When their leaves have died back, onions should be lifted and left to dry, preferably on wire racks in the sun. When they are really dry and the skins papery either plait them using string or store in crates or baskets, and leave in a cool dark place.
Apples And Pears
Apples can be stored for a fair amount of time, particularly late maturing varieties, and pears between two weeks and three months. Position the fruits in a single layer, not touching each other and keep different varieties separately. Make sure there's good air circulation and, athough not necessary, you can individually wrap apples in tissue or newspaper. Check regularly and discard any fruit that is showing signs of rot.
Many vegetables including beans, sprouts and broccoli can be frozen. First blanch in water to kill bacteria without destroying vitamins, then cool quickly and place in freezer bags. Berries and currents and many fruits such as damsons, even apples, can also be frozen.
Chillies And Tomatoes
Chillies can be left to dry in a bowl or hung up, they also freeze very well. Tomatoes can be frozen or you can make the equivalent of sun-dried tomatoes in the oven. Varieties with lots of flesh rather than juice are most suitable, halve and salt them and place on a rack at a low temperature (about 50C) for about 5 hours, they should still be slightly moist and can be stored in olive oil.

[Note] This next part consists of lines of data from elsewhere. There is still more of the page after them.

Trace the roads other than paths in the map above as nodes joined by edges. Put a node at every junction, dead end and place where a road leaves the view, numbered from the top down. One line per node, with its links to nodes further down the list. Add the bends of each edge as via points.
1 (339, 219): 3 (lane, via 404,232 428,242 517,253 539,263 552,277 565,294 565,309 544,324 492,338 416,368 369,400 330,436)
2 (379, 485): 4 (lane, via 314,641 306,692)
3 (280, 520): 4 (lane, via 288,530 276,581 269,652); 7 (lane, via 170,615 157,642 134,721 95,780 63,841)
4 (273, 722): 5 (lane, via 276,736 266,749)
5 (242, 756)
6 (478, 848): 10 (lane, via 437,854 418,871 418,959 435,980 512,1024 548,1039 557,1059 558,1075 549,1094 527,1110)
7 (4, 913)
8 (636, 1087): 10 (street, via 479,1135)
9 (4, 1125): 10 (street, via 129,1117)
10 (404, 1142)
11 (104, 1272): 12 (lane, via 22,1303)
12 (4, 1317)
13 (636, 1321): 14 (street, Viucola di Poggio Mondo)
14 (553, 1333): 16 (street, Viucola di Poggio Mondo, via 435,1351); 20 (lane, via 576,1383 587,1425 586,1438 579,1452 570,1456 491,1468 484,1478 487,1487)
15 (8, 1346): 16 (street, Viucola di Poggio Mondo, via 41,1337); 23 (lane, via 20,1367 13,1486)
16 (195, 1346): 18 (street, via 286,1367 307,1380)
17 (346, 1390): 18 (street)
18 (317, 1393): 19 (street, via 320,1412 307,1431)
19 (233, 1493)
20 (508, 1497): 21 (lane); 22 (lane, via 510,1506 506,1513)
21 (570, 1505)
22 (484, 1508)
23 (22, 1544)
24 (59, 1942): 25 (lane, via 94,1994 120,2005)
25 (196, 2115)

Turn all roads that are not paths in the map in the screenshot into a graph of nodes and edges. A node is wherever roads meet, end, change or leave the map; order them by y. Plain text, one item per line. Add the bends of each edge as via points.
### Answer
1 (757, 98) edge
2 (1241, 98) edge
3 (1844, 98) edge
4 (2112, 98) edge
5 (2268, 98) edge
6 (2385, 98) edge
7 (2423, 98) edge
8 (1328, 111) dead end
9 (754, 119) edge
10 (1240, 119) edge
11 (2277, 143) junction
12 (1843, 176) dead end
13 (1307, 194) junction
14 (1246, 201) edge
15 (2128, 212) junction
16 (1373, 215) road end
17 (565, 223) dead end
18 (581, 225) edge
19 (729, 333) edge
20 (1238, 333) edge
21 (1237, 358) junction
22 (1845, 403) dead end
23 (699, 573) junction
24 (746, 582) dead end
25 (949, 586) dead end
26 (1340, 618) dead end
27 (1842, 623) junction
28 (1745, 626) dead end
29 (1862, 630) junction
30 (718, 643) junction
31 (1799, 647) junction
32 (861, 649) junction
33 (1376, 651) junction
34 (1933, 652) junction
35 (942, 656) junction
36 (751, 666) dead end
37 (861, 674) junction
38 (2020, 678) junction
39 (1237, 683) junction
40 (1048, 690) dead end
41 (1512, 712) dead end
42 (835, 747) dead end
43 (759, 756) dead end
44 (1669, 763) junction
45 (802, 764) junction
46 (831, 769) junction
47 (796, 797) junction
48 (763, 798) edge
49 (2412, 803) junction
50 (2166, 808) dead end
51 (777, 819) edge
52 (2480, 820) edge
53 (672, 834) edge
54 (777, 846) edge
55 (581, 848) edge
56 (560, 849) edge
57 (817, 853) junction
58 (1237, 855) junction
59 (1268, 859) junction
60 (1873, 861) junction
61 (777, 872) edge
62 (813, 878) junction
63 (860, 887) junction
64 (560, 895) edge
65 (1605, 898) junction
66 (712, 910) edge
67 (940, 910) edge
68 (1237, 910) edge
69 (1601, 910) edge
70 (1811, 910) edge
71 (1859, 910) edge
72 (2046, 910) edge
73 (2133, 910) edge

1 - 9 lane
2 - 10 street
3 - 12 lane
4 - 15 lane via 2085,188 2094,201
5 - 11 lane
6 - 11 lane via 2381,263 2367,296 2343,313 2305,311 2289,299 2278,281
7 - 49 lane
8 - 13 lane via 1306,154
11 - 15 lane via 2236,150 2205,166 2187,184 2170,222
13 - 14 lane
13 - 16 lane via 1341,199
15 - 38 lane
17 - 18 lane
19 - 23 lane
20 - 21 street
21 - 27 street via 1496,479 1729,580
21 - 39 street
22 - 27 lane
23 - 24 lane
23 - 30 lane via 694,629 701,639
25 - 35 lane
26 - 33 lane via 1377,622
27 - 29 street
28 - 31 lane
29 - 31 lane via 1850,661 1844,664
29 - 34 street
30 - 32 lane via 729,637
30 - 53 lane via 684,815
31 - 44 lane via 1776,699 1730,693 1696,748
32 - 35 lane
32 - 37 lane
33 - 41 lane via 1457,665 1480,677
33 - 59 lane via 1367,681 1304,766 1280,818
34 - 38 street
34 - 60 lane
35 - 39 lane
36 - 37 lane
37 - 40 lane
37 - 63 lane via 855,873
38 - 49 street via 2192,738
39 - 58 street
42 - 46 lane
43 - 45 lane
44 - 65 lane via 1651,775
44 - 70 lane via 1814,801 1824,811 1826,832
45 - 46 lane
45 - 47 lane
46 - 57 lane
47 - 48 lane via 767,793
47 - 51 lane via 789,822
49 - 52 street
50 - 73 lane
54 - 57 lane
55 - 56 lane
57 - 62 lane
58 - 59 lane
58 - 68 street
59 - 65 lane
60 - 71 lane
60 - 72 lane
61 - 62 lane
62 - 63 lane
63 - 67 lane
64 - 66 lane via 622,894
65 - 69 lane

For fruit use syrup made up from 8oz of sugar dissolved in 1 pt of hot water. Trim off any stems and leaves, apples and pears should be peeled and sliced, and then completely fill the jar before pouring the syrup in. Now place the jars so they are not touching on a trivet in a large pan. Fill the pan with warm water (about 40C) covering the jars completely, bring to the boil and simmer for about 5 mins.
Jams and Chutneys
Making pickles, jams and chutneys is another great way of preserving fruit and vegetables, in fact pickling dates back 4000 years. There's too many methods and recipes to go into here but the science is roughly the same. After heating fruit for jams, adding sugar helps prevent bacteria growth, while pickles and chutneys use a combination of vinegar, salt, sugar and spices.